O2 UK £10.5m for overcharging customers

British telecoms regulator Ofcom has fined O2 UK £10.5m late last week for overcharging its customers over an eight-year span, as the regulatory authority identified issues within its billing processes dating back to 2011.

According to the watchdog, its rules require telecoms companies to provide customers with accurate bills and charges. In 2019, Ofcom opened an investigation into potential issues with the way O2 was billing customers who were leaving the provider.

Naturally, when a customer leaves a mobile provider, the company provides a final bill setting out any remaining fees and charges the customer must pay before their account is closed. Between at least 2011 and 2019, an error in the way O2’s systems calculated the final bills for pay monthly mobile customers meant many people were billed for some charges twice, Ofcom highlighted.

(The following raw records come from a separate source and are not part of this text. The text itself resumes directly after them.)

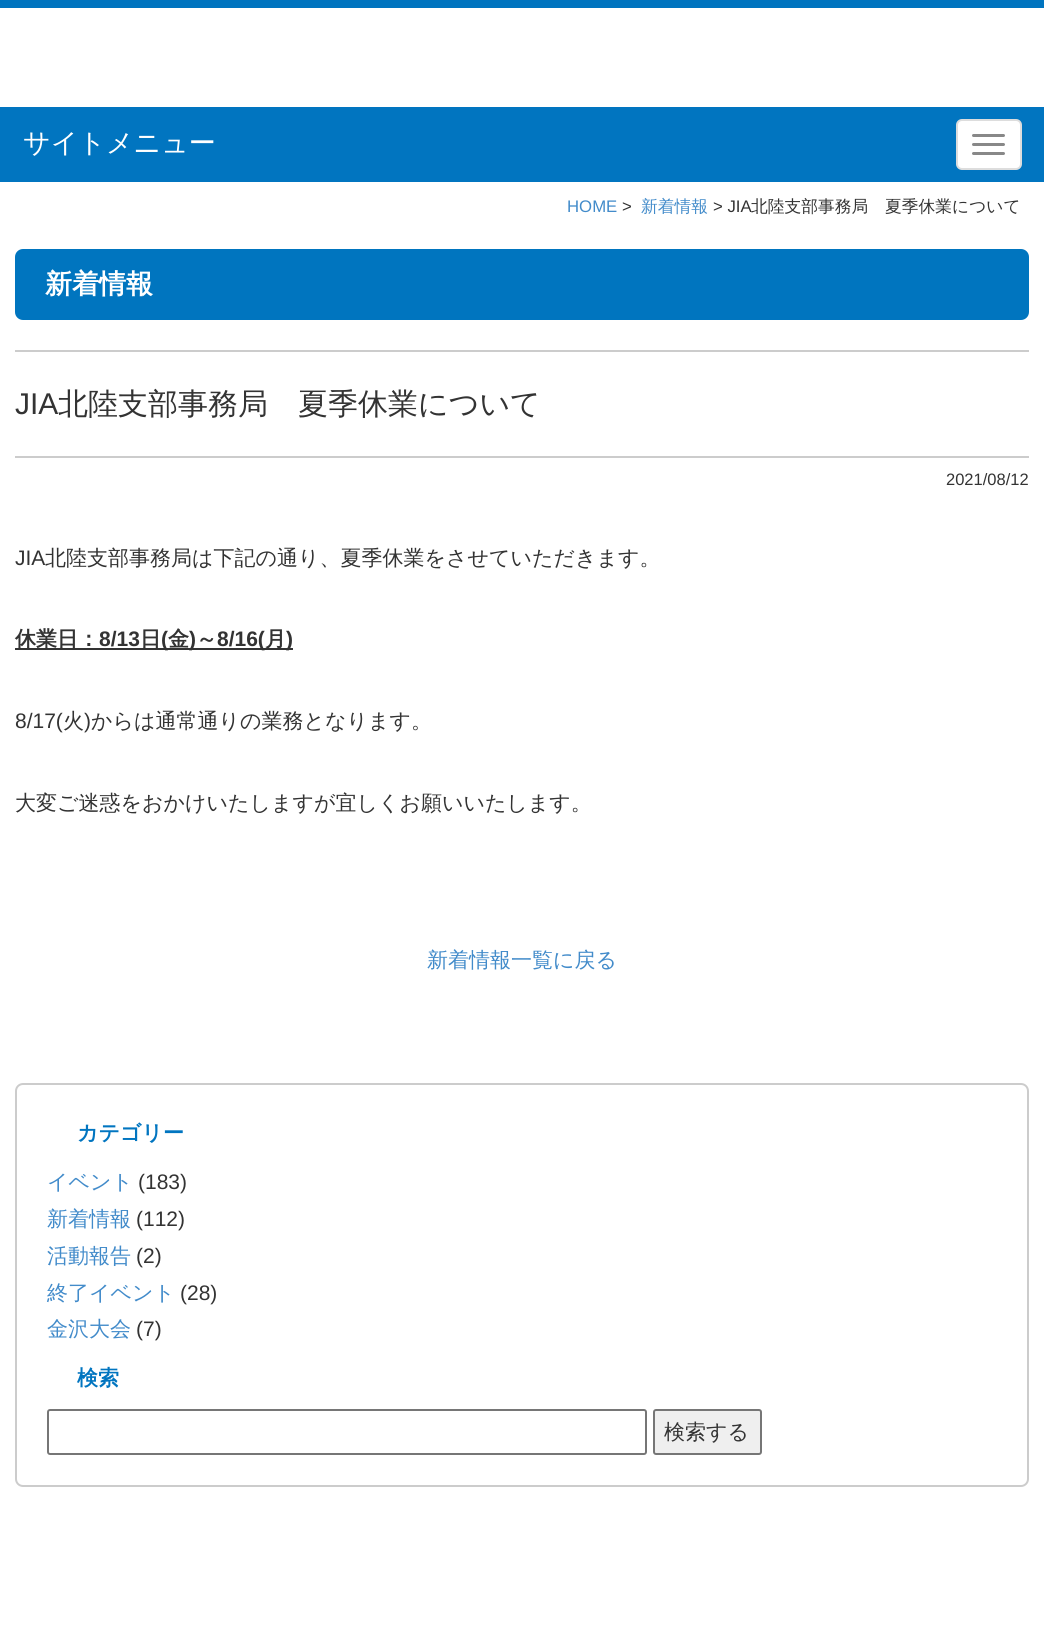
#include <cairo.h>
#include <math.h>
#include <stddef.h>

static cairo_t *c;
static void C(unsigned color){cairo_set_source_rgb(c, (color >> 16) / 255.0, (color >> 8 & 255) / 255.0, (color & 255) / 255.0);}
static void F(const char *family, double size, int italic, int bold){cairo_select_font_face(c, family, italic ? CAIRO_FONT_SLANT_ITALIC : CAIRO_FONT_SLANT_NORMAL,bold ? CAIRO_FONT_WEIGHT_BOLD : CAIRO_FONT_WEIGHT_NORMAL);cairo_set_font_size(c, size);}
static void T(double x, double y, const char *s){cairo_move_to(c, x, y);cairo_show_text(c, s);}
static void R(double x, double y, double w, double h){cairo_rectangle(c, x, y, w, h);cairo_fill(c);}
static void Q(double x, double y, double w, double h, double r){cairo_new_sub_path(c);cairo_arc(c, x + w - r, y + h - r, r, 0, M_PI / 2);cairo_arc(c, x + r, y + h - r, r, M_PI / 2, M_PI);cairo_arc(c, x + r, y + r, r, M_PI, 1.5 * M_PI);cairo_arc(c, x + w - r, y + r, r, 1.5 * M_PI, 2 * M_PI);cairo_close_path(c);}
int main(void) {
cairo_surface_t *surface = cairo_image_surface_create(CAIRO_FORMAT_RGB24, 1044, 1634);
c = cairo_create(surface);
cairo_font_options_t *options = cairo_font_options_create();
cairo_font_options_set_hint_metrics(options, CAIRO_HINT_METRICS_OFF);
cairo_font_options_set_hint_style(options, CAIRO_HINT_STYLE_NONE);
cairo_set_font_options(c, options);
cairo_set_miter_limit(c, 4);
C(0xffffff);
cairo_paint(c);
C(0x0074bf);
R(0,0,1044,8);
C(0x0175c0);
R(0,107,1044,75);
F("WenQuanYi Zen Hei Medium",27,0,0);
C(0xffffff);
T(23,152,"サイトメニュー");
Q(957,120,64,49,5);
cairo_fill_preserve(c);
C(0xdddddd);
cairo_stroke(c);
C(0x888888);
Q(972,134,33,3,1.5);
cairo_fill(c);
Q(972,143,33,3,1.5);
cairo_fill(c);
Q(972,152,33,3,1.5);
cairo_fill(c);
F("Liberation Sans",16.75,0,0);
C(0x428bca);
T(567,212,"HOME");
C(0x333333);
T(622,212,">");
F("WenQuanYi Zen Hei Medium",16.75,0,0);
C(0x428bca);
T(641,212,"新着情報");
F("Liberation Sans",16.75,0,0);
C(0x333333);
T(713,212,"> JIA");
F("WenQuanYi Zen Hei Medium",16.75,0,0);
T(751,212,"北陸支部事務局　夏季休業について");
C(0x0075bf);
Q(15,249,1014,71,8);
cairo_fill(c);
F("WenQuanYi Zen Hei",27,0,1);
C(0xffffff);
T(45,293,"新着情報");
C(0xcccccc);
R(15,350,1014,2);
R(15,456,1014,2);
F("Liberation Sans",30,0,0);
C(0x333333);
T(15,414,"JIA");
F("WenQuanYi Zen Hei Medium",30,0,0);
T(58,414,"北陸支部事務局　夏季休業について");
F("Liberation Sans",16.5,0,0);
T(946,485,"2021/08/12");
F("Liberation Sans",21,0,0);
T(15,565,"JIA");
F("WenQuanYi Zen Hei Medium",21,0,0);
T(45,565,"北陸支部事務局は下記の通り、夏季休業をさせていただきます。");
R(15,648,278,2);
F("WenQuanYi Zen Hei",21,0,1);
T(15,646,"休業日：");
F("Liberation Sans",21,0,1);
T(99,646,"8/13");
F("WenQuanYi Zen Hei",21,0,1);
T(140,646,"日");
F("Liberation Sans",21,0,1);
T(161,646,"(");
F("WenQuanYi Zen Hei",21,0,1);
T(168,646,"金");
F("Liberation Sans",21,0,1);
T(189,646,")");
F("WenQuanYi Zen Hei",21,0,1);
T(196,646,"～");
F("Liberation Sans",21,0,1);
T(217,646,"8/16(");
F("WenQuanYi Zen Hei",21,0,1);
T(265,646,"月");
F("Liberation Sans",21,0,1);
T(286,646,")");
F("Liberation Sans",21,0,0);
T(15,728,"8/17(");
F("WenQuanYi Zen Hei Medium",21,0,0);
T(63,728,"火");
F("Liberation Sans",21,0,0);
T(84,728,")");
F("WenQuanYi Zen Hei Medium",21,0,0);
T(91,728,"からは通常通りの業務となります。");
T(15,810,"大変ご迷惑をおかけいたしますが宜しくお願いいたします。");
C(0x428bca);
T(427,967,"新着情報一覧に戻る");
Q(16,1084,1012,402,7);
C(0xcccccc);
cairo_stroke(c);
F("WenQuanYi Zen Hei",21,0,1);
C(0x0175c0);
T(77,1140,"カテゴリー");
F("WenQuanYi Zen Hei Medium",21,0,0);
C(0x428bca);
T(47,1189,"イベント");
F("Liberation Sans",21,0,0);
C(0x333333);
T(138,1189,"(183)");
F("WenQuanYi Zen Hei Medium",21,0,0);
C(0x428bca);
T(47,1226,"新着情報");
F("Liberation Sans",21,0,0);
C(0x333333);
T(136,1226,"(112)");
F("WenQuanYi Zen Hei Medium",21,0,0);
C(0x428bca);
T(47,1263,"活動報告");
F("Liberation Sans",21,0,0);
C(0x333333);
T(136,1263,"(2)");
F("WenQuanYi Zen Hei Medium",21,0,0);
C(0x428bca);
T(47,1300,"終了イベント");
F("Liberation Sans",21,0,0);
C(0x333333);
T(180,1300,"(28)");
F("WenQuanYi Zen Hei Medium",21,0,0);
C(0x428bca);
T(47,1336,"金沢大会");
F("Liberation Sans",21,0,0);
C(0x333333);
T(136,1336,"(7)");
F("WenQuanYi Zen Hei",21,0,1);
C(0x0175c0);
T(77,1385,"検索");
Q(48,1410,598,44,2);
C(0x767676);
cairo_stroke(c);
C(0xefefef);
Q(654,1410,107,44,2);
cairo_fill_preserve(c);
C(0x767676);
cairo_stroke(c);
F("WenQuanYi Zen Hei Medium",21,0,0);
C(0x333333);
T(664,1439,"検索する");
cairo_surface_write_to_png(surface, "o.png");
cairo_font_options_destroy(options);
cairo_destroy(c);
cairo_surface_destroy(surface);
return 0;
}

“In total, over 250,000 customers were billed for these incorrect charges, amounting to £40.7m. Around 140,000 customers actually paid the extra charges, paying a total of £2.4m,” the regulator said in a statement.

O2 has accepted the findings of the investigation and is currently refunding the customers affected in full for the extra charges they paid, plus an additional 4 percent.

For those customers that O2 has not been able to reach, the company has committed to make a donation to charity for the equivalent amount of money those customers were overcharged.  It has also changed its billing processes to prevent this issue arising again.

“Mobile customers trust their provider to bill them correctly and fix any errors as quickly as possible. But these billing issues continued for a number of years without sufficient action from O2, and thousands of customers were overcharged as a result,” Gaucho Rasmussen, Ofcom’s Enforcement Director said in the statement.

A spokesperson from O2 told reporters that the operator is proactively driving over £168m value back to their customers in the last year alone, as they are “disappointed by this technical error and sincerely apologies to customers impacted.”

However, O2 UK isn’t the only operator facing scrutiny from the country’s regulator.

Earlier in the year, British telecom giant BT was slapped with a class action lawsuit over allegations that it has been overcharging elderly customers for eight years. The lawsuit came in the wake of a 2017 report from Ofcom which found that the operator had been overcharging 2.3 million of its landline customers since 2009.

London-based law firm Mishcon de Reya has filed a £600 million litigation to the Competition Appeal Tribunal (CAT). If successful, this would result in each of the 2.3 million overcharged customers receiving payments of £500 each.

The case represents customers who purchased a BT landline contract but did not also take BT broadband or pay TV packages.